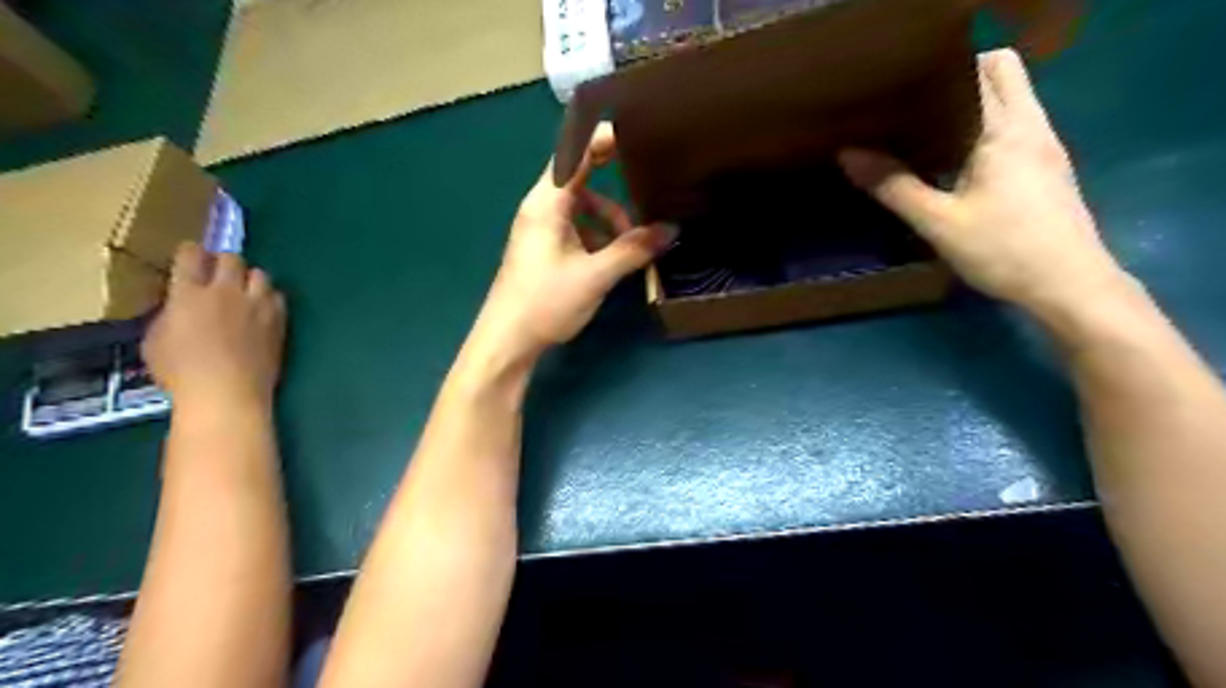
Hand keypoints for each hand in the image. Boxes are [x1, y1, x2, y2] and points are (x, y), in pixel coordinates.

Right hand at [143, 243, 287, 410]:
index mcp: (189, 294)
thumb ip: (169, 313)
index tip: (191, 256)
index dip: (190, 252)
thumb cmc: (181, 372)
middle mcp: (226, 292)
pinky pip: (278, 296)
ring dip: (250, 279)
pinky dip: (269, 297)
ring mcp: (257, 305)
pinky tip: (262, 309)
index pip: (190, 256)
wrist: (228, 392)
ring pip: (260, 274)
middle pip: (231, 259)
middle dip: (224, 262)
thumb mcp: (156, 339)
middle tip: (219, 275)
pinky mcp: (279, 319)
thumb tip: (179, 304)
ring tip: (243, 292)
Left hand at [471, 121, 674, 360]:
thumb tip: (671, 230)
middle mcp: (541, 208)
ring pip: (580, 206)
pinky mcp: (543, 248)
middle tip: (647, 178)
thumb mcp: (596, 276)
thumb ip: (634, 250)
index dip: (602, 136)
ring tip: (631, 244)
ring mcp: (540, 228)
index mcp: (547, 203)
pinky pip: (575, 227)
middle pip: (579, 177)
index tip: (636, 127)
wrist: (508, 340)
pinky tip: (611, 258)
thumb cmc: (546, 302)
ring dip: (608, 218)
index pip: (574, 153)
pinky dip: (596, 235)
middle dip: (613, 180)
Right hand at [843, 44, 1127, 317]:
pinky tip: (952, 158)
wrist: (1069, 286)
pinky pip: (1013, 125)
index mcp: (1005, 129)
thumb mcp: (939, 222)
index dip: (942, 69)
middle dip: (960, 77)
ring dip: (971, 103)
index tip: (902, 86)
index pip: (981, 69)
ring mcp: (1045, 145)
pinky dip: (983, 126)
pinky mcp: (1046, 167)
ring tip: (923, 128)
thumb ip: (894, 186)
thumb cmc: (1003, 250)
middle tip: (913, 105)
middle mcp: (1031, 125)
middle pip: (1003, 72)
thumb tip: (848, 154)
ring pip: (1010, 98)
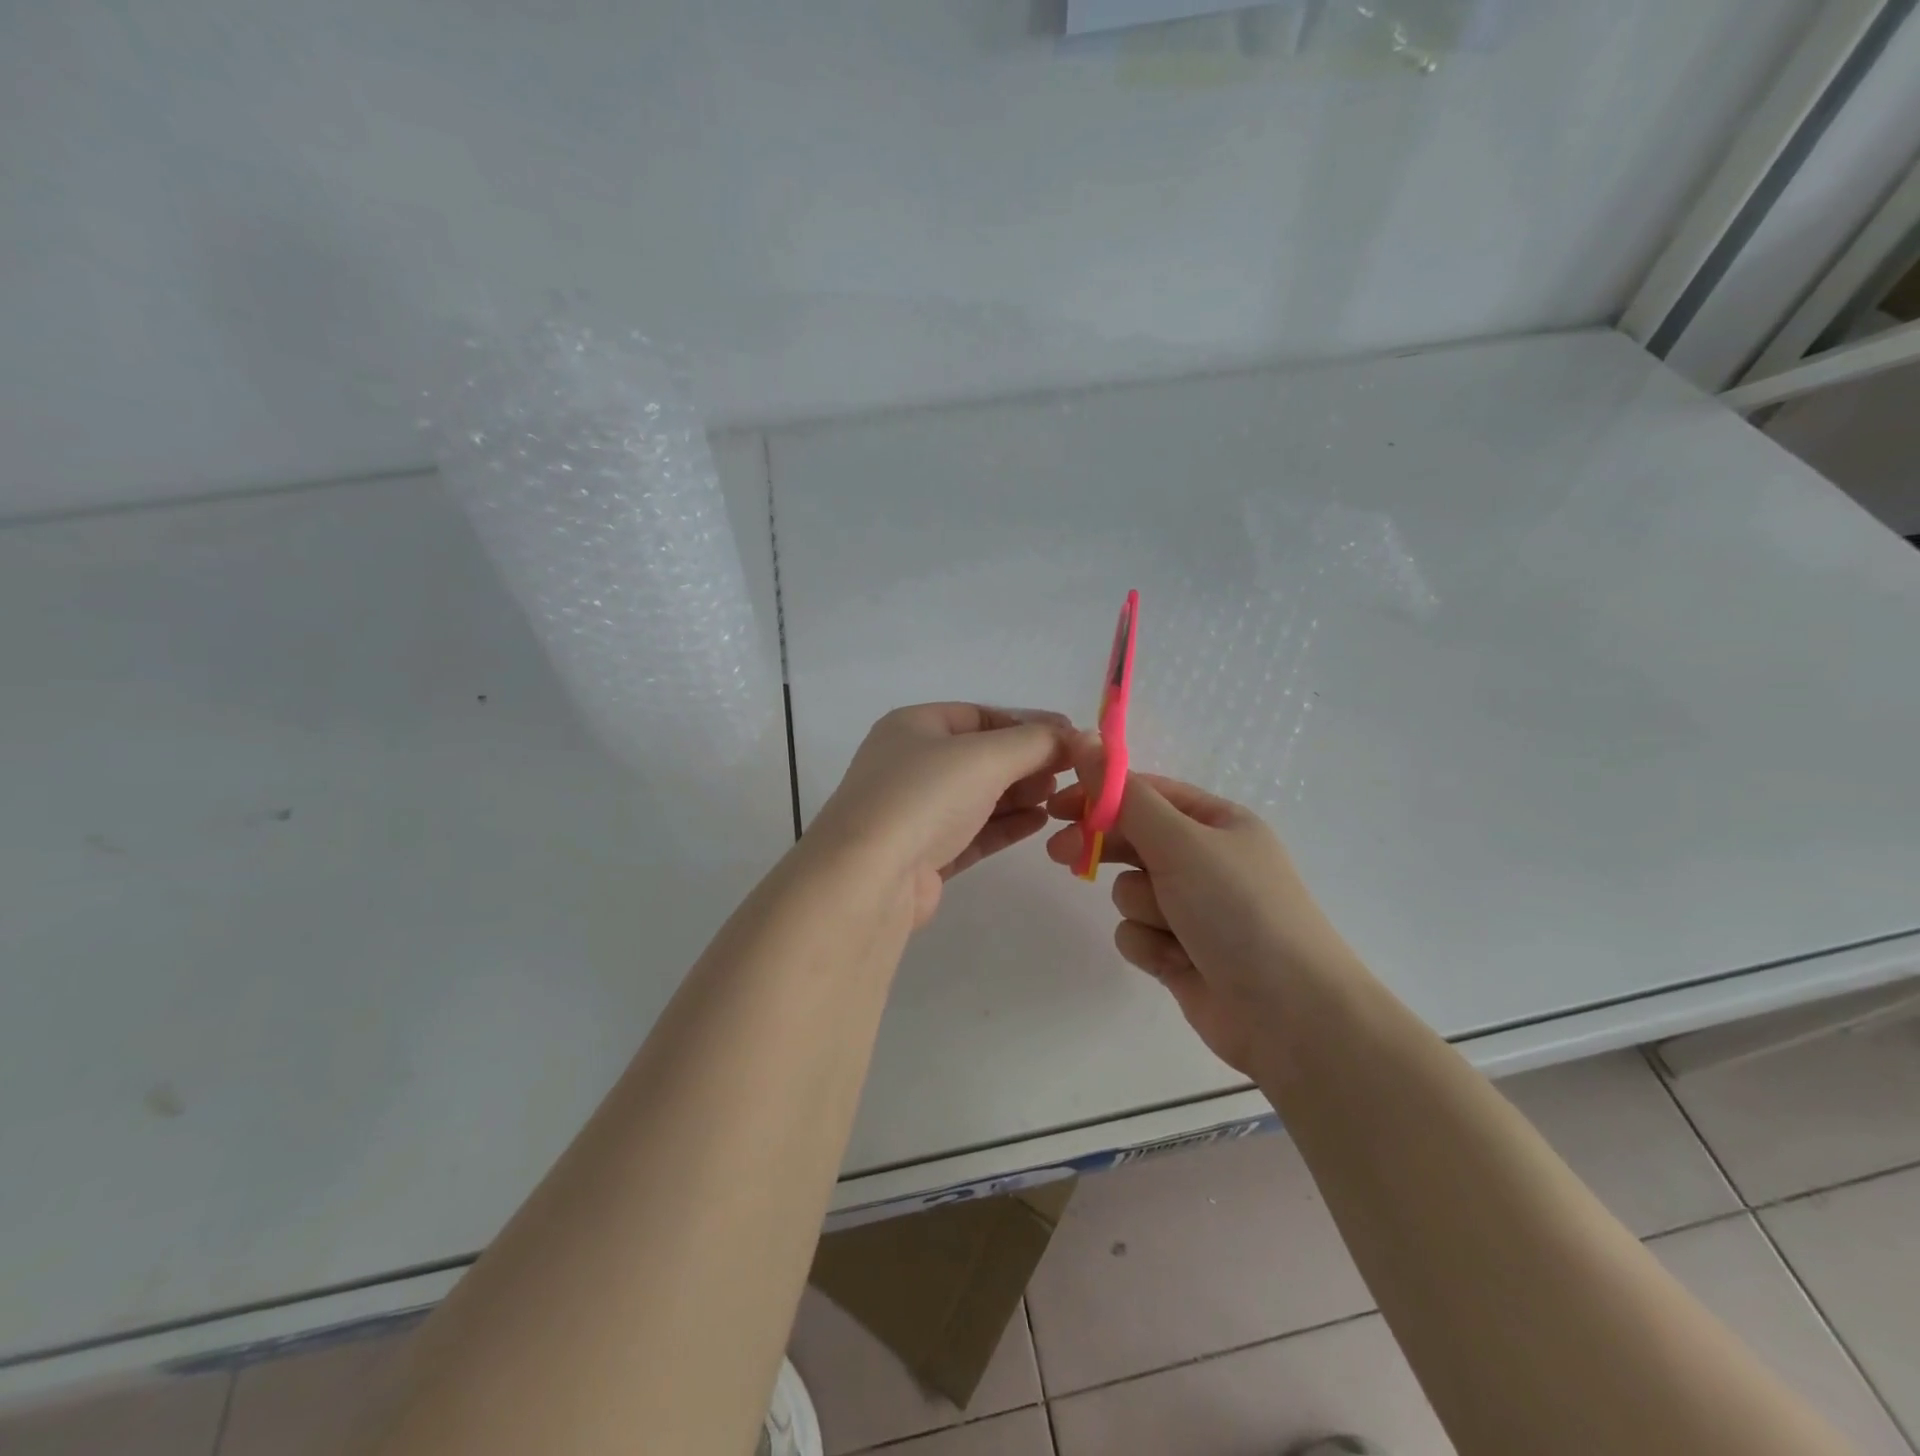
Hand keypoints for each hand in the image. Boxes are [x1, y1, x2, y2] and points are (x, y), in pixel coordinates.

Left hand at [810, 703, 1071, 928]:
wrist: (869, 877)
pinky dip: (1005, 825)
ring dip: (1019, 794)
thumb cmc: (924, 796)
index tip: (1070, 739)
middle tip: (1069, 773)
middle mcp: (910, 764)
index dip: (1027, 724)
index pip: (980, 716)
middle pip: (981, 756)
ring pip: (978, 796)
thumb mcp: (985, 756)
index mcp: (914, 727)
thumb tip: (1076, 736)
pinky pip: (973, 832)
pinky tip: (1039, 823)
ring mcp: (914, 812)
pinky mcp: (924, 855)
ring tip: (1059, 799)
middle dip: (1026, 762)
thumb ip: (1035, 742)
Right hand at [1045, 735, 1360, 1076]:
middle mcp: (1205, 860)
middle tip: (1060, 853)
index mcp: (1217, 823)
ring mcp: (1193, 909)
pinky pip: (1137, 933)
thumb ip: (1125, 797)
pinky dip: (1150, 945)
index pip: (1146, 793)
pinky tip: (1176, 960)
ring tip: (1172, 927)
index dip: (1100, 795)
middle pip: (1133, 840)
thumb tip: (1083, 740)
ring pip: (1131, 891)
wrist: (1290, 1016)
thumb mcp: (1181, 842)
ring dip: (1142, 907)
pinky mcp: (1180, 952)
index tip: (1057, 805)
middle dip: (1104, 848)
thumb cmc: (1239, 910)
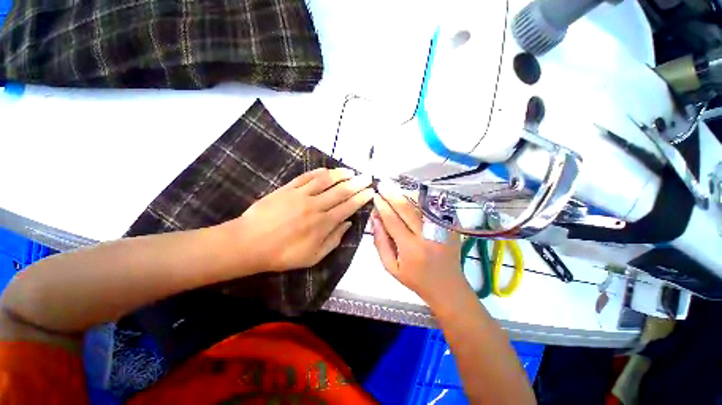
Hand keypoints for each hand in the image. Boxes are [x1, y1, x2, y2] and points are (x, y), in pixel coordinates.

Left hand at [222, 168, 373, 271]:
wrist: (249, 243)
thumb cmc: (283, 254)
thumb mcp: (313, 257)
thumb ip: (334, 240)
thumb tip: (348, 223)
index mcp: (323, 223)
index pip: (348, 207)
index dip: (361, 198)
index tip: (371, 191)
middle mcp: (316, 206)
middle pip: (341, 191)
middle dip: (357, 183)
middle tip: (368, 177)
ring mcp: (301, 195)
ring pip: (326, 180)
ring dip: (341, 174)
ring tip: (352, 171)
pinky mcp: (288, 189)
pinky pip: (306, 177)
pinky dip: (319, 172)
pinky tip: (327, 170)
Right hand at [371, 183, 466, 305]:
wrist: (447, 287)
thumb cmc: (415, 280)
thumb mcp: (391, 268)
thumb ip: (381, 243)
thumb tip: (375, 219)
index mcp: (411, 249)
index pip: (393, 221)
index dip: (382, 207)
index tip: (375, 196)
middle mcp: (427, 236)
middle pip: (407, 209)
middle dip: (393, 194)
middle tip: (382, 184)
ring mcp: (442, 230)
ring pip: (421, 205)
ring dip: (406, 194)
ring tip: (394, 187)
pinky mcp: (450, 227)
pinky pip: (433, 207)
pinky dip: (420, 199)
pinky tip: (410, 195)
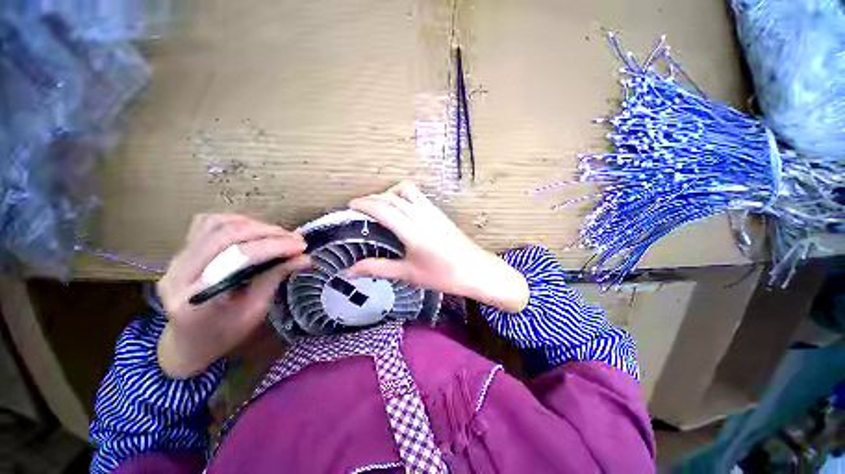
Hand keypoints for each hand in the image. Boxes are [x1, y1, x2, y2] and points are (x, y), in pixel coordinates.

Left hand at [156, 214, 309, 378]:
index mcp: (198, 299)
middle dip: (267, 233)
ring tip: (278, 235)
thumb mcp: (256, 310)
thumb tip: (305, 258)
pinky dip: (236, 221)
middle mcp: (179, 274)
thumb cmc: (226, 333)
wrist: (189, 340)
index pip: (237, 259)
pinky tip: (253, 229)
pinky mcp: (180, 251)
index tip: (301, 246)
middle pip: (226, 236)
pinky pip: (207, 223)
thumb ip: (276, 278)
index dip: (274, 247)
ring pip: (216, 224)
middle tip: (295, 239)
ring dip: (254, 225)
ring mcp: (175, 259)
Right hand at [347, 181, 528, 312]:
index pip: (383, 209)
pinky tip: (402, 210)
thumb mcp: (409, 274)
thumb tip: (351, 271)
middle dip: (374, 197)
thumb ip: (379, 268)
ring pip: (407, 190)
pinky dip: (404, 196)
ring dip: (391, 193)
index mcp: (412, 231)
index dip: (365, 204)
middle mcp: (422, 215)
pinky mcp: (440, 213)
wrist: (477, 271)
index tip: (351, 205)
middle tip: (361, 207)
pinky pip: (418, 196)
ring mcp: (433, 211)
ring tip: (382, 206)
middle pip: (393, 196)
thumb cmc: (443, 276)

● **WHAT NEEDS TO BE DONE**: Please write out exactly, and only, the lines from the beginning of the entries through the line containing "middle pip: (231, 259)", including both and skipping all pictures.

● **RESPONSE FOR THIS EXERCISE**:
Hand keypoints for each hand in the image. Boxes are [x1, y1, x2, y2] and points are (x, y), in pixel coordinates.

Right hand at [143, 243, 287, 410]:
index mcp: (189, 294)
thumb ip: (169, 313)
index tip: (191, 256)
index dip: (190, 252)
thumb cmc: (181, 372)
middle mcp: (226, 292)
pinky pip: (278, 296)
ring dip: (250, 279)
pinky dip: (269, 297)
ring mcp: (257, 305)
pinky tip: (262, 309)
index pip: (190, 256)
wrist: (228, 392)
ring pip: (260, 274)
middle pip: (231, 259)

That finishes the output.